Cal Poly Pomona represented in 2024 Rose Parade
By Andrew Alonzo | aalonzo@claremont-courier.com
At about 10 p.m. Tuesday, students and staff from Cal Poly Pomona and Cal Poly San Luis Obispo’s Rose Float committees hitched their labor of love to the back of a semitruck: their 75th Rose Parade float, which will cruise down Pasadena streets come January 1, 2024.
The dual Cal Poly schools’ 2024 Rose Parade float, “Shock and Roll, Powering the Musical Current,” features animatronic undersea life such as eels, a manta ray, and a clam surrounded by guitars and piano keys. The float’s name came about because “you can see electric animals powering electric instruments,” said Matthew Rodarte, president of Cal Poly Pomona’s float team.
Work on the float began shortly after the last Rose Parade in January, with an open call for designs. Hundreds of concepts were submitted and then pared down to five by the schools’ Rose Float leadership. A concept was chosen in February, and designers worked until spring refining the final plan, with input from decorators and construction crews.
“From July onwards, it’s pedal to the metal because it’s a 55-foot-long float, 17-foot-wide, 26-foot-tall, and it’s got to get done before New Year’s Eve,” Rodarte said. Fabrication begins in July. Construction gets underway in September and runs through December.
The float runs on two gas-powered engines: one powers its movement, another its animation elements, such as the manta ray’s flapping fins, the eel’s moving heads, and the clam’s opening and closing shell. It’s constructed primarily out of pencil steel and a lot of foam. With the aid of friction glue, insect screen is then wrapped around the elements’ pencil steel skeletons. Donated bedsheets make up most of interior of the float, with some wrapped around the animals so that the foam can rest and expand. Protruding structures such as the coral are made from Styrofoam.
One new element this year is a concept called floating rings, which help the animals move.
“Those are those neoprene, bungee cord things that you see up on the float,” Rodarte said. “Steel’s not a very bendable material. It doesn’t like to bend and if it is bending something’s going wrong usually. By separating these [steel] rings and attaching them with bungee cords, we’re able to make it so that steel superstructure can bend and bow so that that manta ray up there doesn’t look like a bunch of pieces of manta ray, it looks like a manta ray.”
Bailey Beene, a 25-year-old CPP landscape architecture major and the Cal Poly Rose Float decoration department chair, said she, her leadership team, and about 20 student volunteers have spent the last few weeks preparing hundreds of pounds of flowers and organic material that will be used for the float’s final touches.
Once the float makes its way to the Pasadena design warehouse, “That’s where all of decorations does their work,” Beene said. “We put all of our organic material onto the float during decorations week, which starts on December 26 and goes until January first. That is when we see the float come to life.”

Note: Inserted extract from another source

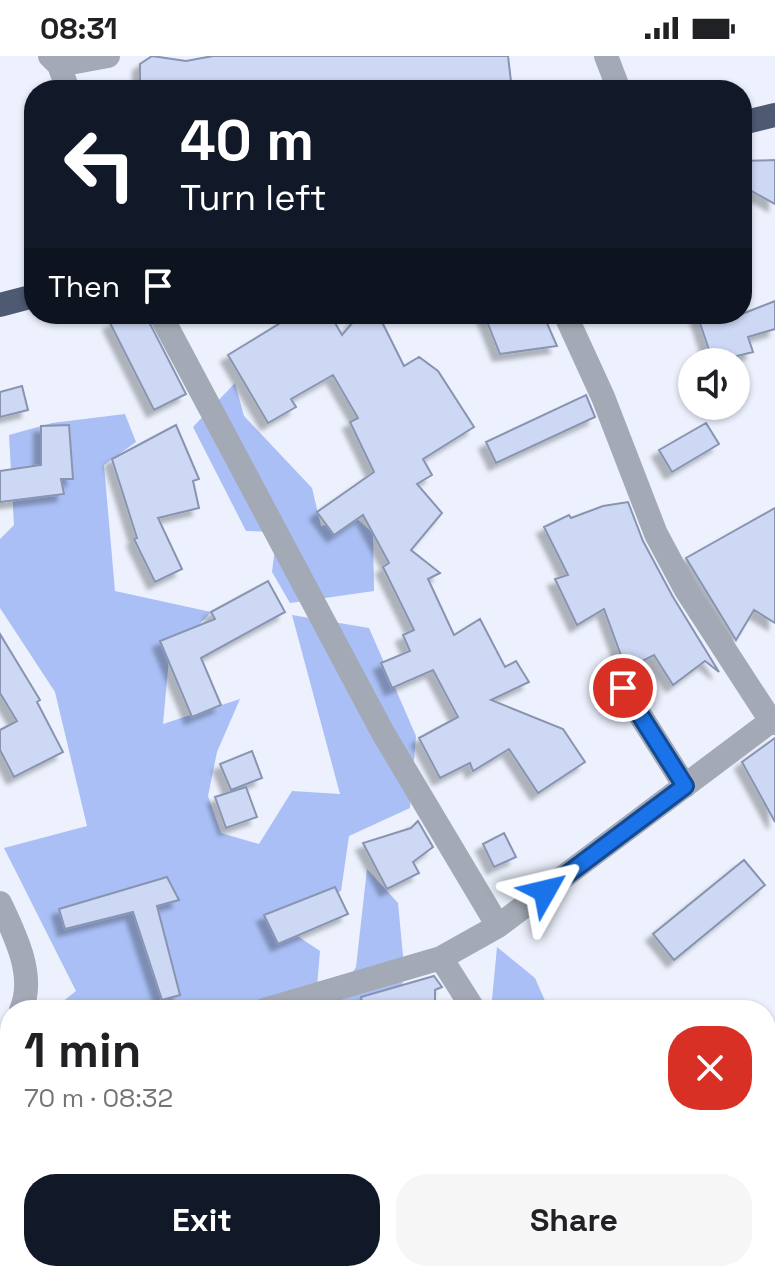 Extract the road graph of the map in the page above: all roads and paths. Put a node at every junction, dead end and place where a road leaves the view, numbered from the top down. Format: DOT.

CPP’s Beene and other committee chairs from San Luis Obispo said it’s a huge honor to be part of the annual parade. Twenty two-year-old Quinn Akemon, president for CPSLO Rose Float, added the 75th mark is a big milestone.
“We’re not only looking at one year’s worth of work, but we’re looking at 75 years’ worth of legacy, and that’s just really humbling to be a part of,” Akemon said. “We all feel the weight and the honor of that.
“The people that we’re really trying to impress are the people that came before us, because they know this process. When you have an alum from the program that comes up to you and says, ‘That was a damn good float,’ that means something to us. We hope that we made our community within Rose Float proud.”
Every year the Rose Parade is watched by more than 50 million television viewers, and 700,000 of spectators line the route. Being able to show off what hundreds of CPP and CPSLO students can accomplish in a year is hugely gratifying, Rodarte said. “We’re sharing this with the world. We want everyone to see our float going down the route and to see the love and care that went into making that thing,” he said.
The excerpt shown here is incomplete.